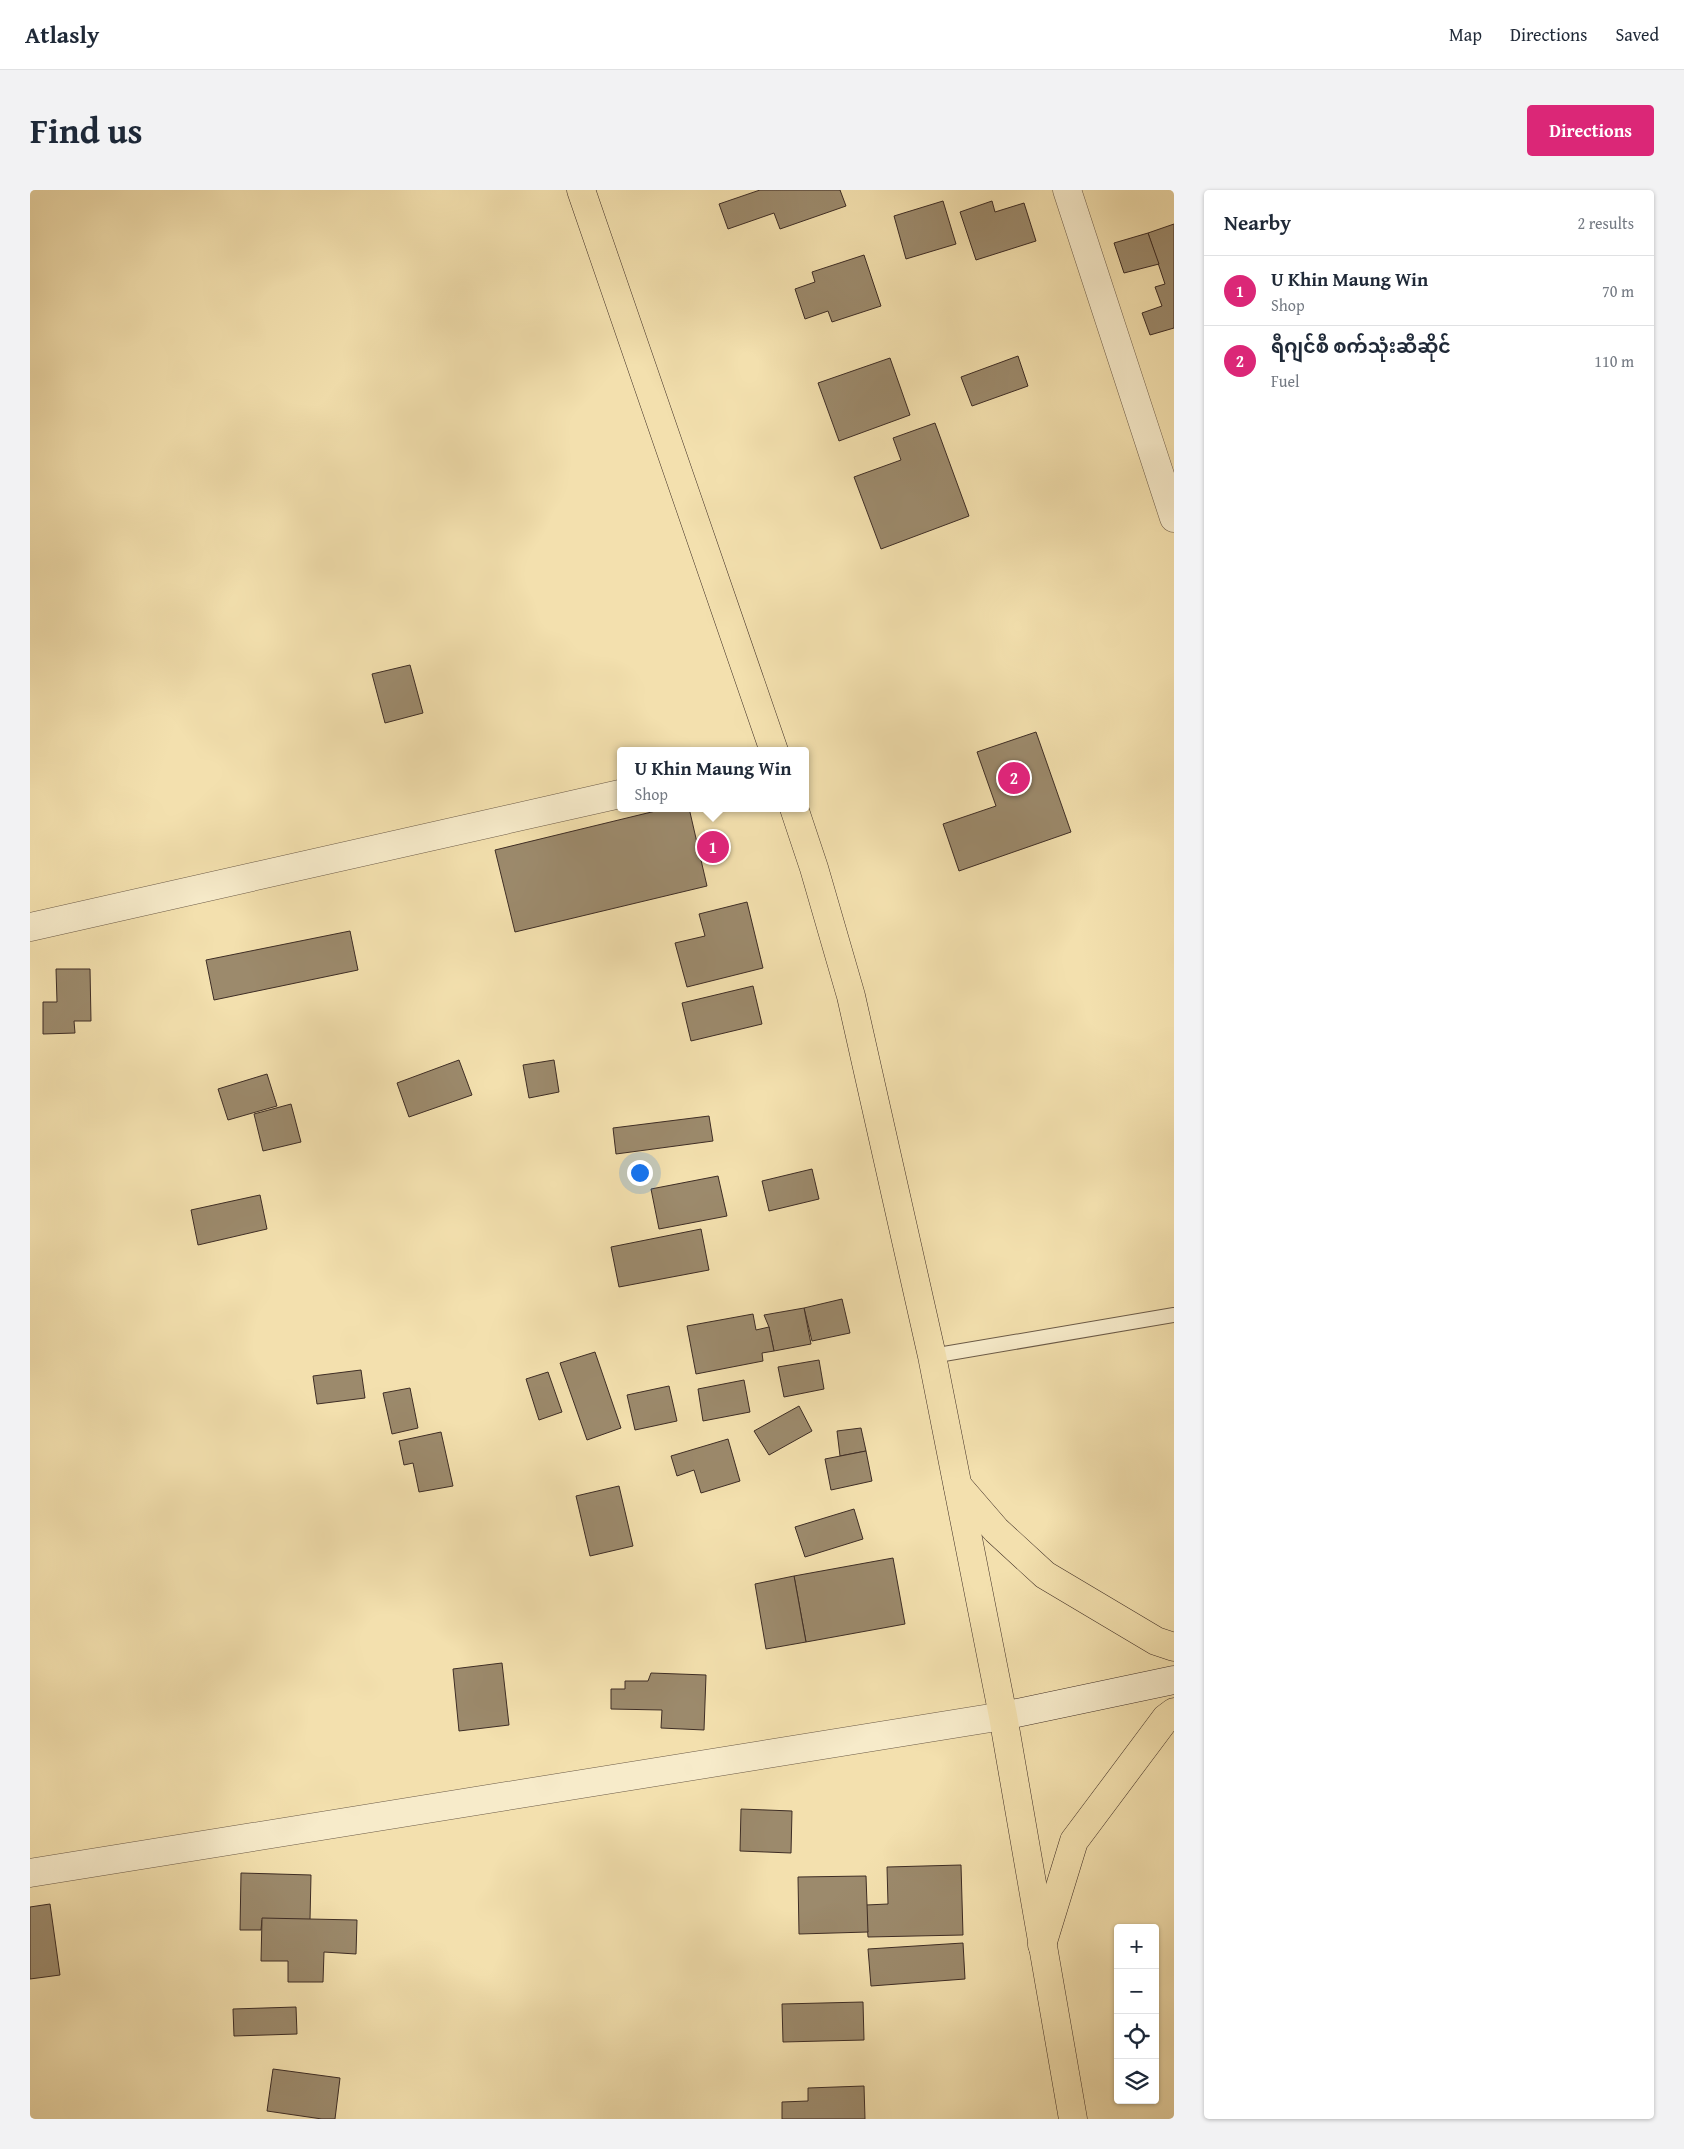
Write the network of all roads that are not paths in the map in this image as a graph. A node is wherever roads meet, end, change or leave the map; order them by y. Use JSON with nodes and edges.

--

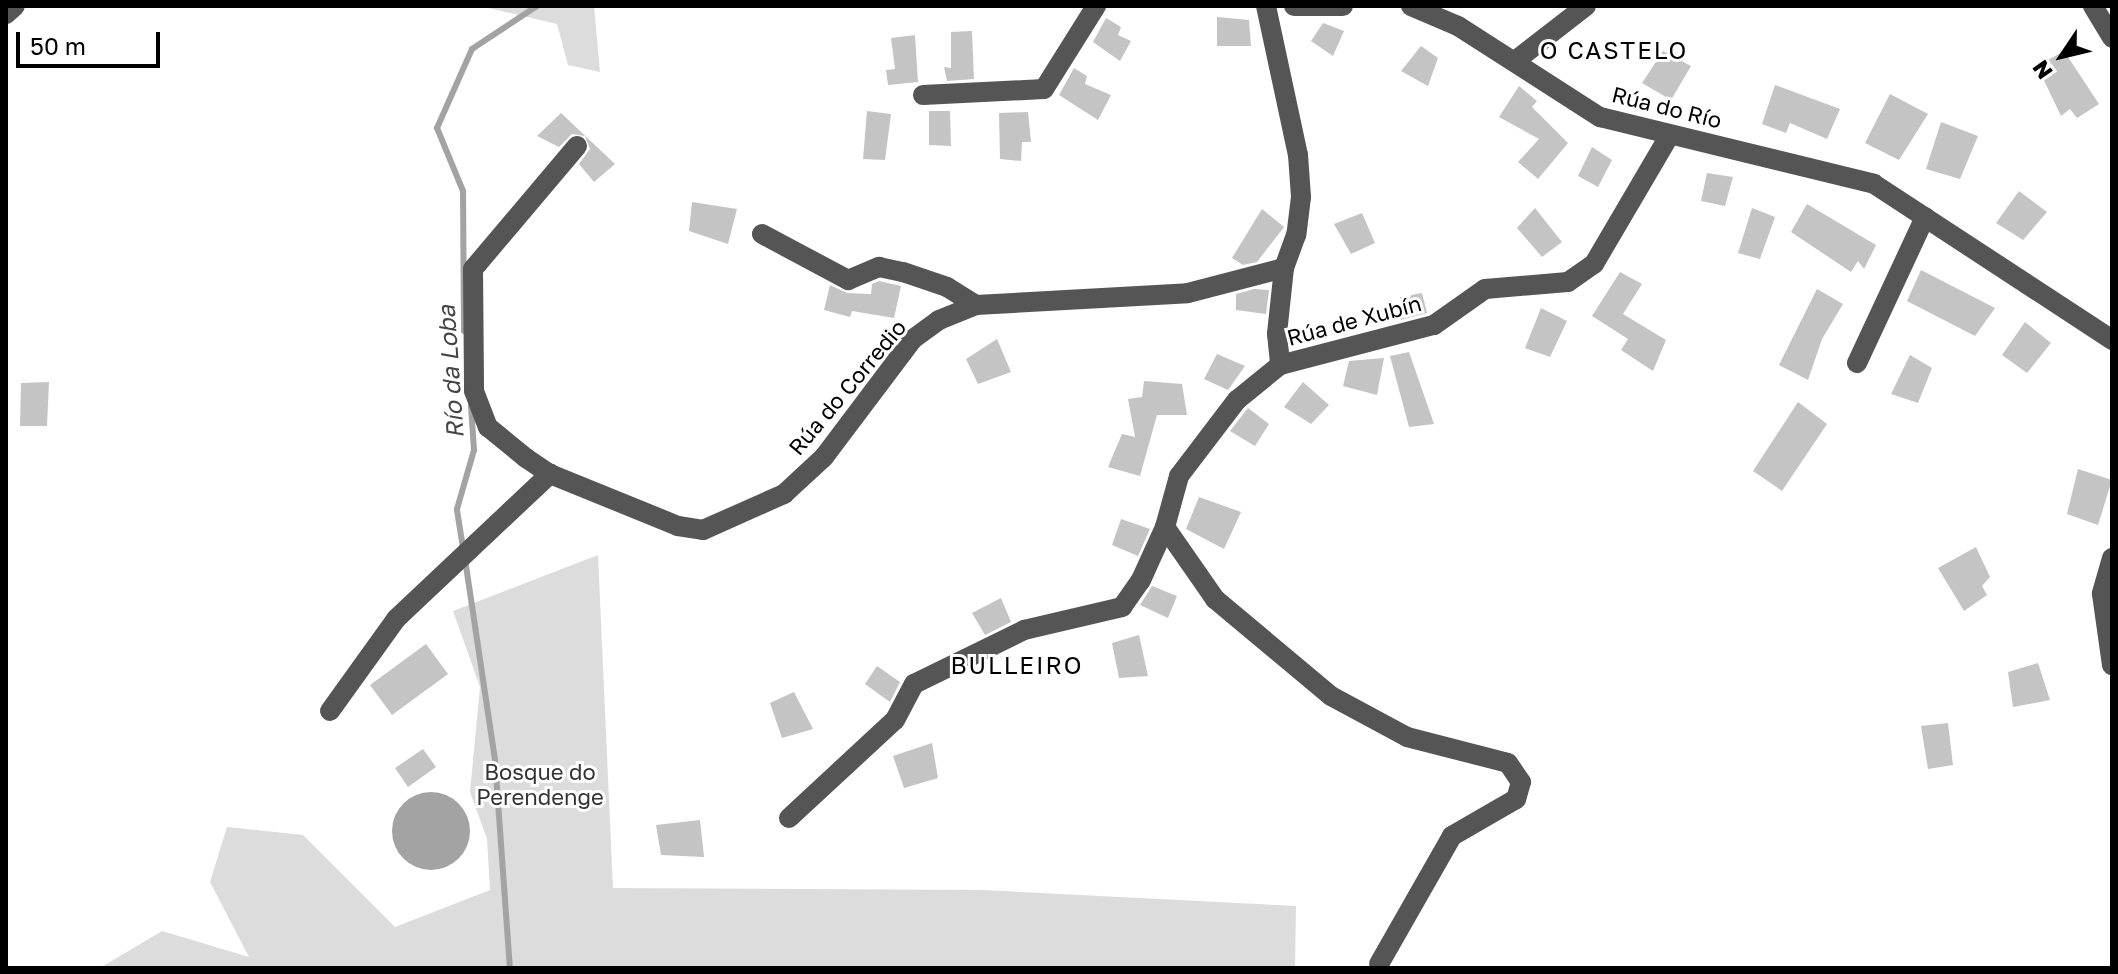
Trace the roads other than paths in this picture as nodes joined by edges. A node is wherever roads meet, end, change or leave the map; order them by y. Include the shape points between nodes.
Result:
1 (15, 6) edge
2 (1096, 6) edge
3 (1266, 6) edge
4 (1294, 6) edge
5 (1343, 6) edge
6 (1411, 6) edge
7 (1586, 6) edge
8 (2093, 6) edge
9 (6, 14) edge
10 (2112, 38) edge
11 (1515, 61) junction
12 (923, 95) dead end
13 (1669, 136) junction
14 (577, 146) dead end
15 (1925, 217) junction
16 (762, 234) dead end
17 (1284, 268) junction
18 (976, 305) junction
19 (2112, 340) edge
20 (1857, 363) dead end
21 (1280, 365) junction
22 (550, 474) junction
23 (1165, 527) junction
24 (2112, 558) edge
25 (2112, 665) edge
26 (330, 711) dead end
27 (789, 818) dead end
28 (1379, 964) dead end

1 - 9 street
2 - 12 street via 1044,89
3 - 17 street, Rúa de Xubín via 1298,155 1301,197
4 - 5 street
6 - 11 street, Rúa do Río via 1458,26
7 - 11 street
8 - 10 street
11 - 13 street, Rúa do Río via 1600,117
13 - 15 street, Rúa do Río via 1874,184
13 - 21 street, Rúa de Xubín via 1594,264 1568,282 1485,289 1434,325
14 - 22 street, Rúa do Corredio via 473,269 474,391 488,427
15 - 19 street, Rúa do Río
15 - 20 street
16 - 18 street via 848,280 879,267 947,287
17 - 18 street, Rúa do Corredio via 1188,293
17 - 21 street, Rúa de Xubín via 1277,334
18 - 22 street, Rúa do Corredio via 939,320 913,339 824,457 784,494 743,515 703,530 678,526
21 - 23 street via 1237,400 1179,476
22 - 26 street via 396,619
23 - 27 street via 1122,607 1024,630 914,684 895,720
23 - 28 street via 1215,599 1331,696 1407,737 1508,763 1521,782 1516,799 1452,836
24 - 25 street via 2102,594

* * *

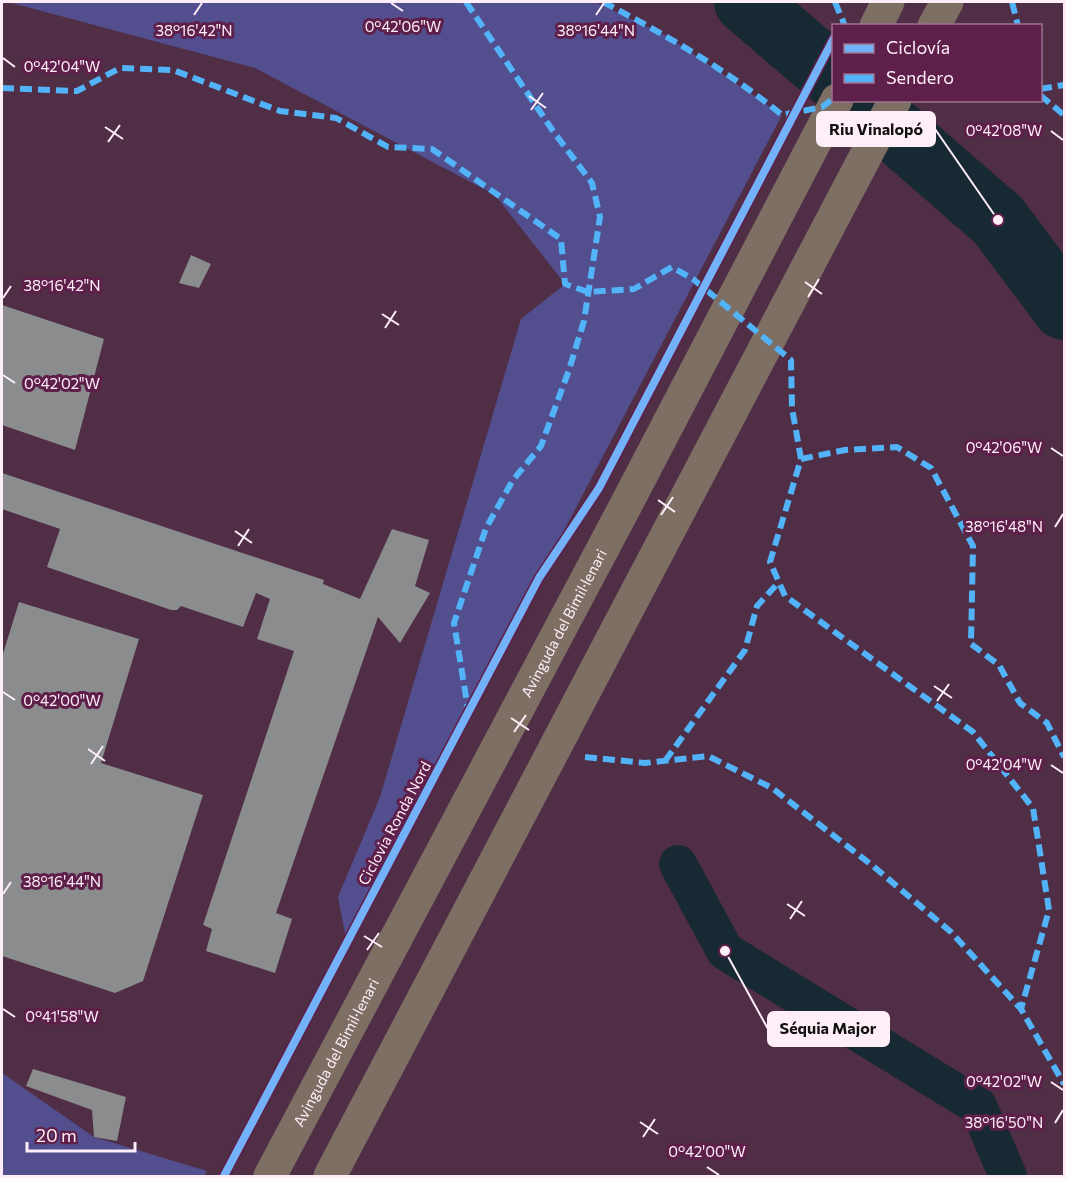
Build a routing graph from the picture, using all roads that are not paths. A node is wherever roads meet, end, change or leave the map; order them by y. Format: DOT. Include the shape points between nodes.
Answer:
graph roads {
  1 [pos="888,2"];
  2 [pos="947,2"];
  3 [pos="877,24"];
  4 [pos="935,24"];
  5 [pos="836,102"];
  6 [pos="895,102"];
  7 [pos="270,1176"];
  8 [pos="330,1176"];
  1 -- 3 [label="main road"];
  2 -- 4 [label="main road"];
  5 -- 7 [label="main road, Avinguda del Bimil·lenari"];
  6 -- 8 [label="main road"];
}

Exercise prompt: Lines above that contain the string "shape" make up the answer.

Solution:
Trace the roads other than paths in this picture as nodes joined by edges. A node is wherever roads meet, end, change or leave the map; order them by y. Include the shape points between nodes.
Build a routing graph from the picture, using all roads that are not paths. A node is wherever roads meet, end, change or leave the map; order them by y. Format: DOT. Include the shape points between nodes.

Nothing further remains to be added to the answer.